Exercice de simulation de fuite radioactive en septembre 2010 à la centrale de Tricastin (Pierrelatte).

La centrale de Tricastin, dans la Drôme, fêtera ses quarante ans le 26 juin. Elle pourrait obtenir un délai de dix ans avant sa fermeture. Abîmée, située sur une zone sismique, elle cristallise les inquiétudes.

Le 26 juin, la centrale nucléaire de Tricastin, située entre la Drôme et le Vaucluse, fêtera ses quarante ans. La date est cruciale car la centrale a justement été conçue pour fonctionner… quarante ans. L’heure de sa fermeture a-t-elle donc sonné ? Rien n’est moins sûr : dès 2009, EDF annonçait vouloir prolonger la durée de fonctionnement de ses centrales jusqu’à cinquante ou soixante ans. Plus récemment, en février dernier, l’Autorité de sûreté nucléaire (ASN) a rendu une décision générique sur les trente-deux réacteurs de 900 mégawatts (MW) (les plus anciens du parc nucléaire) ouvrant la voie à leur prolongation pour dix ans. Le gendarme du nucléaire doit désormais se prononcer réacteur par réacteur, après un examen approfondi des installations.

Ce « réexamen périodique » permet de contrôler l’état de chaque réacteur au regard des normes actuelles, et de réévaluer leur sûreté pour s’approcher de celle des réacteurs les plus récents, de type EPR. Le réacteur 1 de Tricastin a été le premier à passer ce test en 2019. Conclusion ? De lourds travaux de maintenance sont nécessaires pour qu’il puisse continuer à fonctionner. Il faudra attendre 2022 pour que l’Autorité se prononce officiellement sur sa prolongation. Si elle est approuvée, EDF aura encore six ans pour renforcer sa sûreté. « Les travaux ont déjà commencé, et quand ils seront terminés, on arrivera quasiment aux cinquante ans », note Roland Desbordes, porte-parole de la Commission de recherche et d’information indépendantes sur la radioactivité (Criirad) et membre de la commission locale d’information du Tricastin (Cligeet). Preuve, selon lui, qu’il n’y a « pas de réelle remise en cause de cette prolongation, de ses risques, de ses coûts et de sa faisabilité ».

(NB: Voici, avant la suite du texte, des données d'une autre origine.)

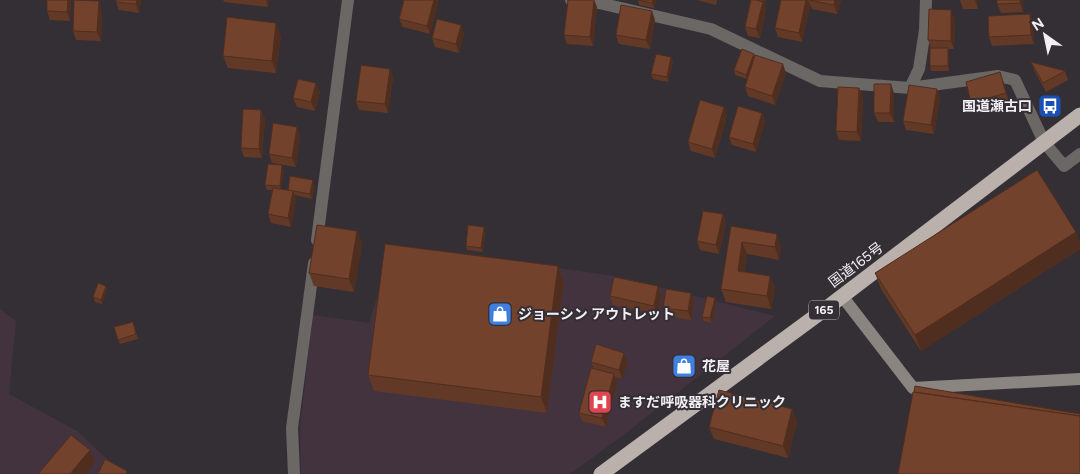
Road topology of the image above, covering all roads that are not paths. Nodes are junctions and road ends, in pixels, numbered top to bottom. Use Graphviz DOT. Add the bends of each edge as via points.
graph roads {
  1 [pos="348,0"];
  2 [pos="571,0"];
  3 [pos="926,0"];
  4 [pos="633,5"];
  5 [pos="910,88"];
  6 [pos="1080,115"];
  7 [pos="1044,142"];
  8 [pos="1080,154"];
  9 [pos="842,296"];
  10 [pos="1080,378"];
  11 [pos="294,474"];
  12 [pos="601,474"];
  1 -- 11 [label="street" via="292,428"];
  2 -- 4 [label="street"];
  3 -- 5 [label="street" via="919,69"];
  4 -- 5 [label="street" via="711,29 820,81"];
  5 -- 7 [label="street" via="998,76 1015,80"];
  6 -- 7 [label="highway, 国道165号 / 165"];
  7 -- 8 [label="street" via="1064,166"];
  7 -- 9 [label="highway, 国道165号 / 165"];
  9 -- 10 [label="street" via="913,388"];
  9 -- 12 [label="highway, 国道165号 / 165"];
}
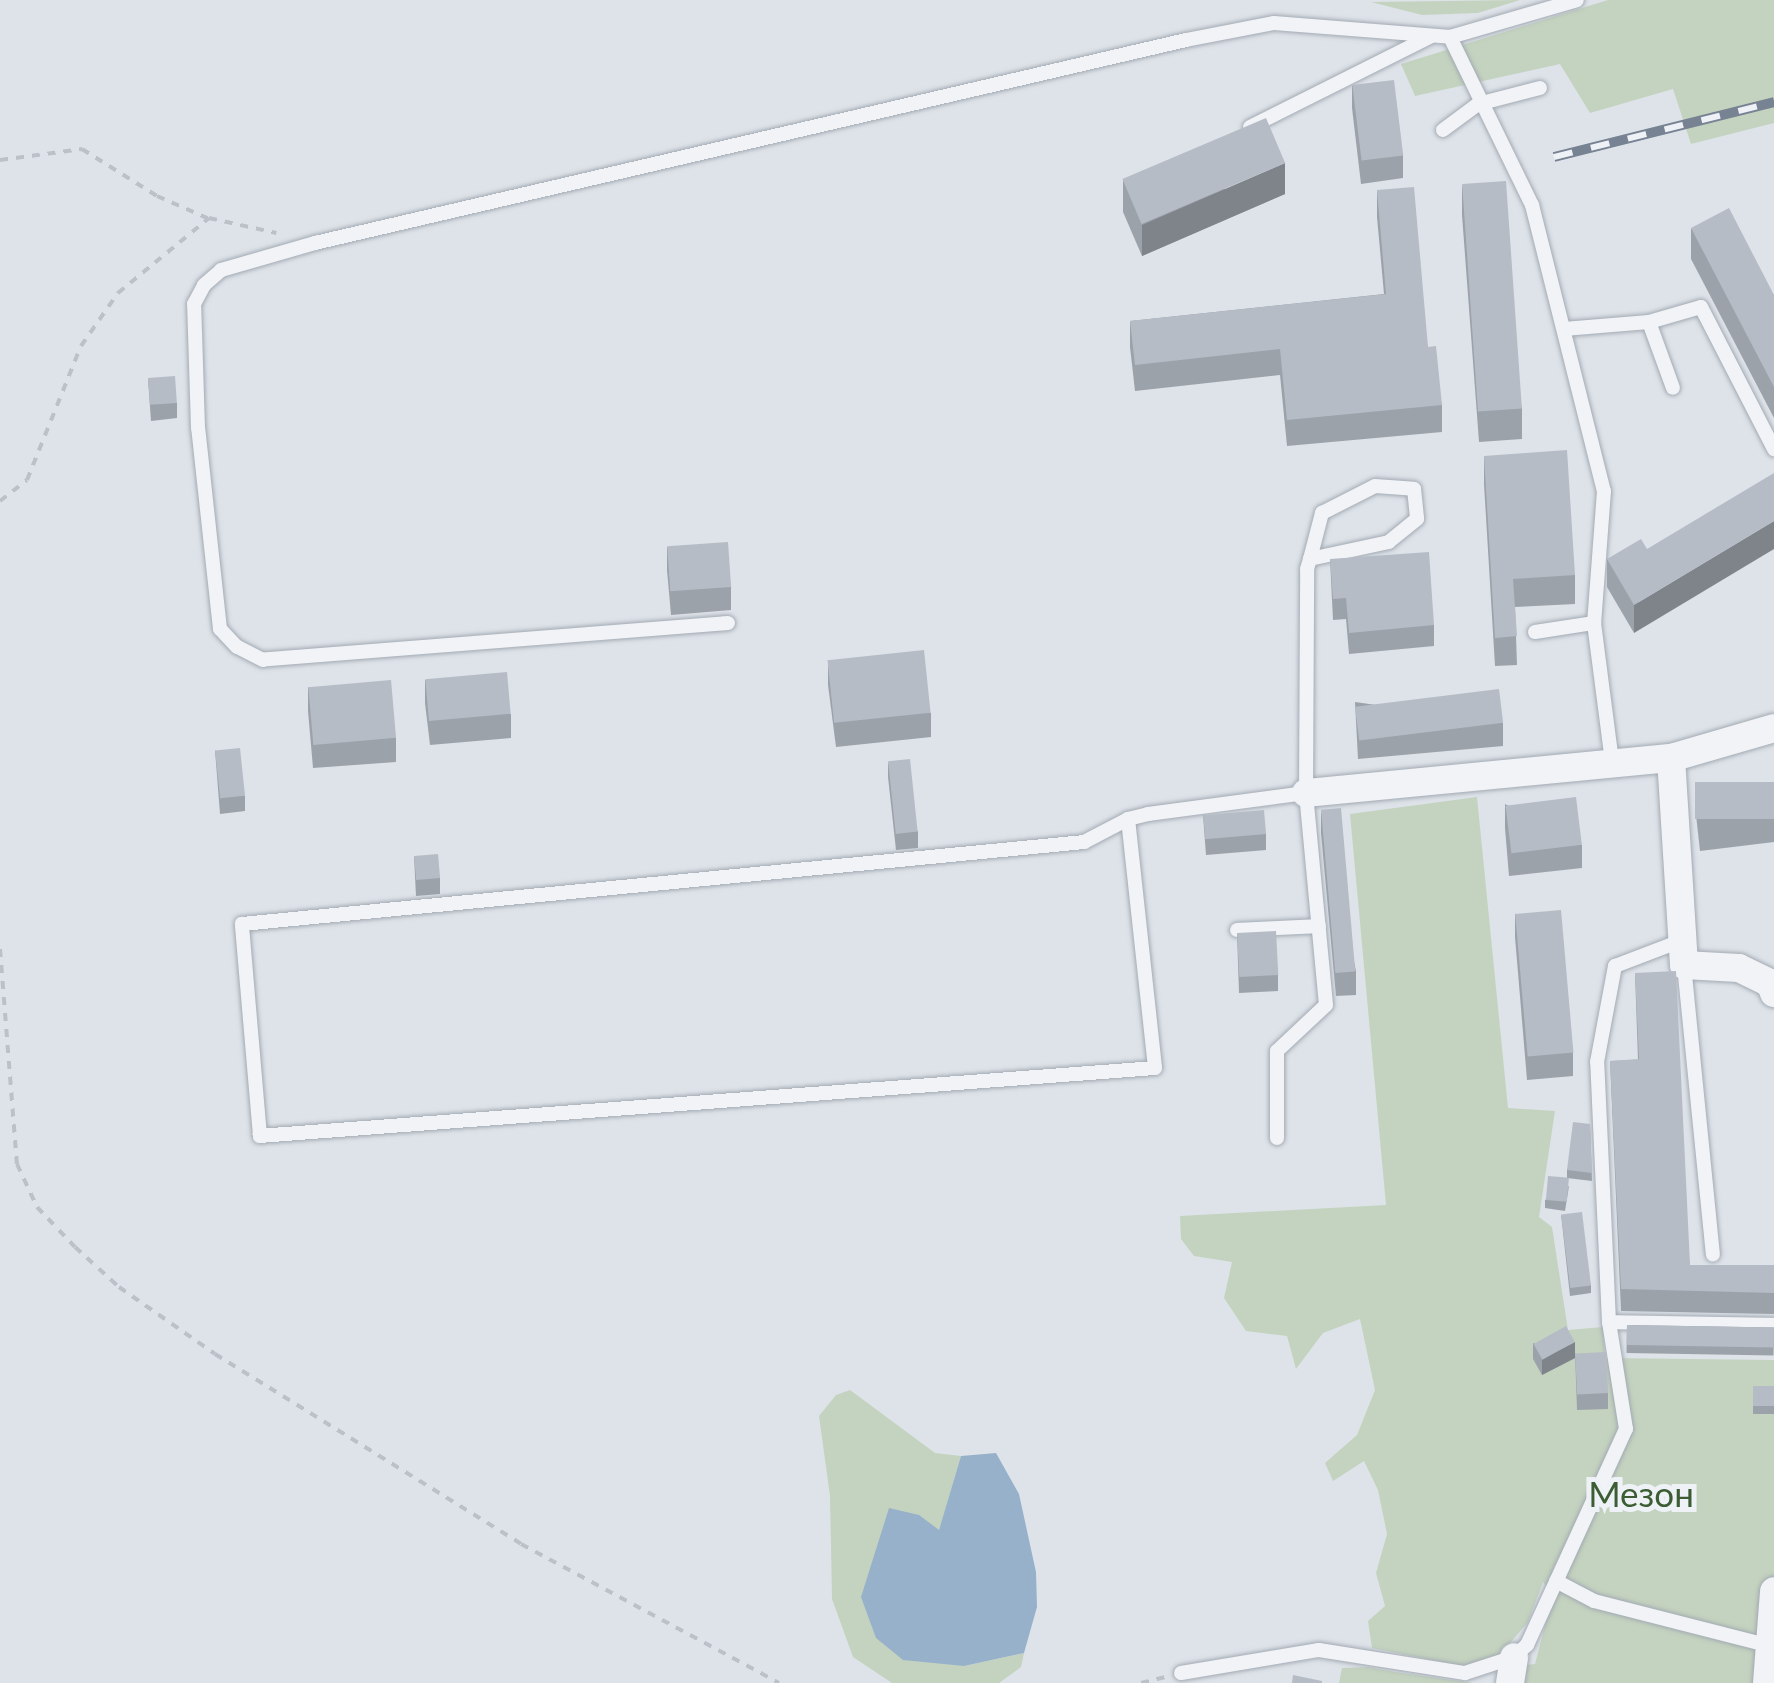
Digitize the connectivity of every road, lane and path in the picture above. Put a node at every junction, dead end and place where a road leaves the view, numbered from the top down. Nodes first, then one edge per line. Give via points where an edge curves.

La banderole déployée devant le siège social d’EDF, le 28 mai 2020. © Réseau Sortir du nucléaire

En attendant le verdict de l’ASN, les militants antinucléaires n’ont en tout cas pas oublié l’anniversaire de Tricastin. Une manifestation est prévue le 26 juin à Montélimar (Drôme), rassemblant des associations (Sortir du nucléaire, Greenpeace, France Nature Environnement, Alternatiba…), des syndicats (Confédération paysanne, Confédération nationale du travail) et des partis politiques (Europe Écologie-Les Verts, la France insoumise). Le mot d’ordre : « Quarante ans, ça suffit ! » « La centrale de Tricastin est la pire de France, en particulier son réacteur 1. Or, il y a un enjeu particulier autour de sa prolongation car c’est le premier à recevoir l’autorisation de fonctionner après quarante ans », affirme Alain Volle, porte-parole du collectif Stop Tricastin. La pire de France ? La centrale, régulièrement ciblée par les mobilisations antinucléaires, cristallise effectivement les inquiétudes.

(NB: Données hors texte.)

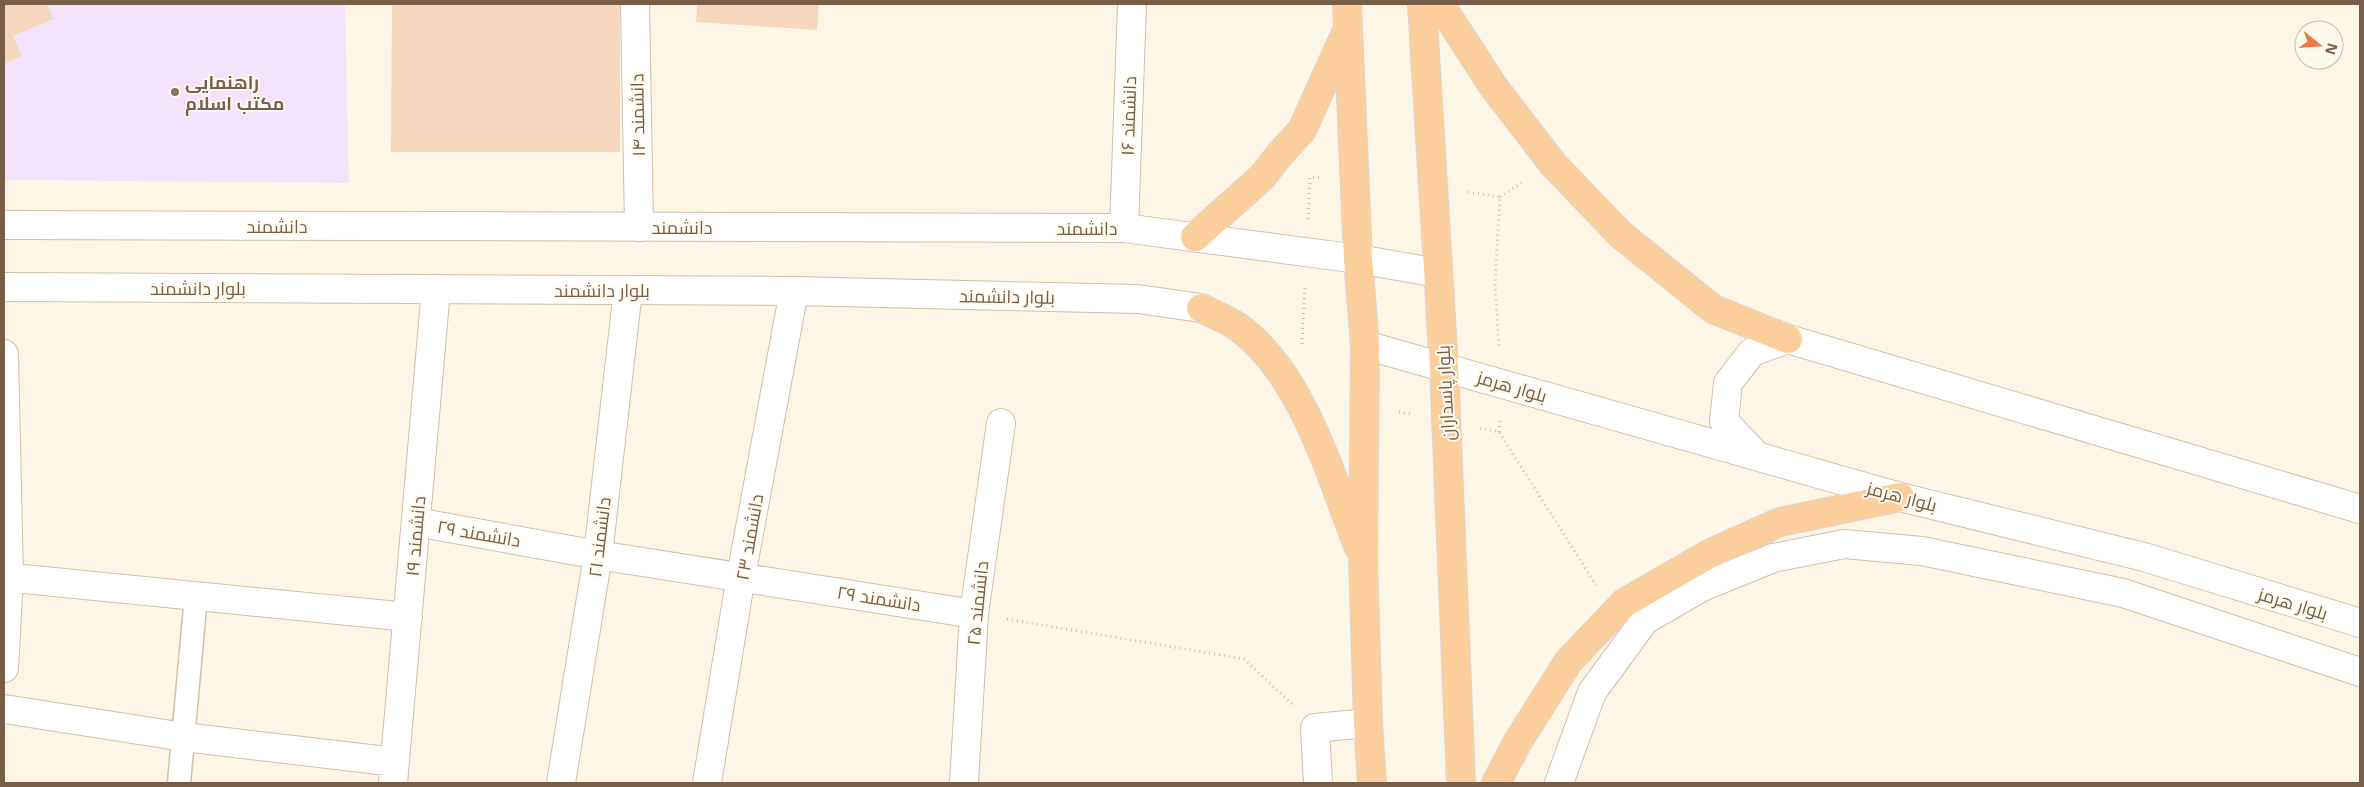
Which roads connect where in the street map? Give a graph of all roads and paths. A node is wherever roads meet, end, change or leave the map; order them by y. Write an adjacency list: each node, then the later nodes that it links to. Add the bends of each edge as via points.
1 (635, 4): 8 (street, دانشمند ۱۴)
2 (1132, 4): 9 (street, دانشمند ۱۶)
3 (1347, 4): 6 (highway)
4 (1422, 4): 12 (highway, بلوار پاسداران)
5 (1440, 4): 18 (highway, via 1493,86 1547,156 1620,234 1713,309)
6 (1347, 31): 10 (highway, via 1302,130 1261,178); 11 (highway)
7 (4, 225): 8 (street, دانشمند)
8 (639, 226): 9 (street, دانشمند)
9 (1124, 228): 10 (street, دانشمند)
10 (1195, 237): 11 (street, دانشمند)
11 (1358, 259): 12 (street, دانشمند); 19 (highway)
12 (1438, 273): 21 (highway, بلوار پاسداران)
13 (4, 287): 14 (street, بلوار دانشمند)
14 (436, 289): 15 (street, بلوار دانشمند); 27 (street, دانشمند ۱۹)
15 (628, 290): 16 (street, بلوار دانشمند); 28 (street, دانشمند ۲۱)
16 (794, 291): 17 (street, بلوار دانشمند, via 1138,298); 30 (street, دانشمند ۲۳)
17 (1200, 308): 29 (highway, via 1238,326 1273,359 1297,397)
18 (1788, 339): 23 (street, via 1752,352 1728,383 1724,421); 26 (street)
19 (1365, 345): 21 (street, بلوار هرمز); 29 (highway)
20 (4, 354): 24 (street)
21 (1444, 367): 23 (street, بلوار هرمز); 49 (highway, بلوار پاسداران)
22 (1001, 423): 33 (street, دانشمند ۲۵)
23 (1756, 456): 25 (street, بلوار هرمز)
24 (5, 462): 31 (street)
25 (1900, 497): 35 (street, بلوار هرمز, via 2144,557); 50 (highway, via 1780,522 1710,554 1624,603 1568,662)
26 (2360, 509)
27 (416, 522): 28 (street, دانشمند ۲۹); 34 (street, دانشمند ۱۹)
28 (598, 555): 30 (street, دانشمند ۲۹); 44 (street, دانشمند ۲۱)
29 (1363, 559): 39 (highway)
30 (742, 576): 33 (street, دانشمند ۲۹); 45 (street, دانشمند ۲۳)
31 (7, 577): 32 (street); 36 (street)
32 (196, 596): 34 (street); 41 (lane)
33 (974, 614): 40 (path, via 1244,659); 46 (street, دانشمند ۲۵)
34 (408, 617): 42 (street, دانشمند ۱۹)
35 (2360, 623)
36 (4, 668)
37 (2360, 672): 51 (street, via 2123,593 1922,551 1844,544 1773,558 1702,587 1645,620 1592,692)
38 (4, 709): 41 (street)
39 (1368, 723): 40 (street); 48 (highway)
40 (1315, 728): 47 (street)
41 (184, 737): 42 (street); 43 (lane)
42 (394, 773)
43 (179, 783)
44 (562, 783)
45 (707, 783)
46 (964, 783)
47 (1318, 783)
48 (1372, 783)
49 (1461, 783)
50 (1496, 783)
51 (1559, 783)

Une cuve vieillissante et fissurée

À mesure qu’une centrale vieillit et se dégrade, la plupart de ses pièces peuvent être remplacées. Ce n’est pas le cas de la cuve, la pièce maîtresse qui renferme le cœur du réacteur nucléaire. Or, la cuve du réacteur 1, en particulier, est très surveillée : c’est l’une des plus fissurées de France. Dans un rapport publié par Greenpeace en janvier, le physicien Bernard Laponche, ancien du Commissariat à l’énergie atomique (CEA) et cofondateur de l’association Global chance, se penche sur son cas : « Parmi toutes les cuves neuves des réacteurs de 900 MW (…), la cuve du réacteur 1 du Tricastin est la plus affectée, avec une trentaine de défauts sous revêtement ». Pour l’ASN, ces défauts ne remettent pas en cause la sûreté de la centrale : « On a la certitude que ce sont des défauts de fabrication. Ils sont suivis depuis 1999 et n’ont pas évolué depuis », assure à Reporterre Richard Escoffier, directeur adjoint de l’Autorité à Lyon. Les associations, elles, ne sont guère rassurées. Dans son rapport annuel sur l’état de la sûreté nucléaire, publié jeudi 27 mai, l’ASN évoque d’ailleurs ces défauts sous revêtement : elle note que la sensibilité du métal de la cuve est « accrue en présence de défauts technologiques ».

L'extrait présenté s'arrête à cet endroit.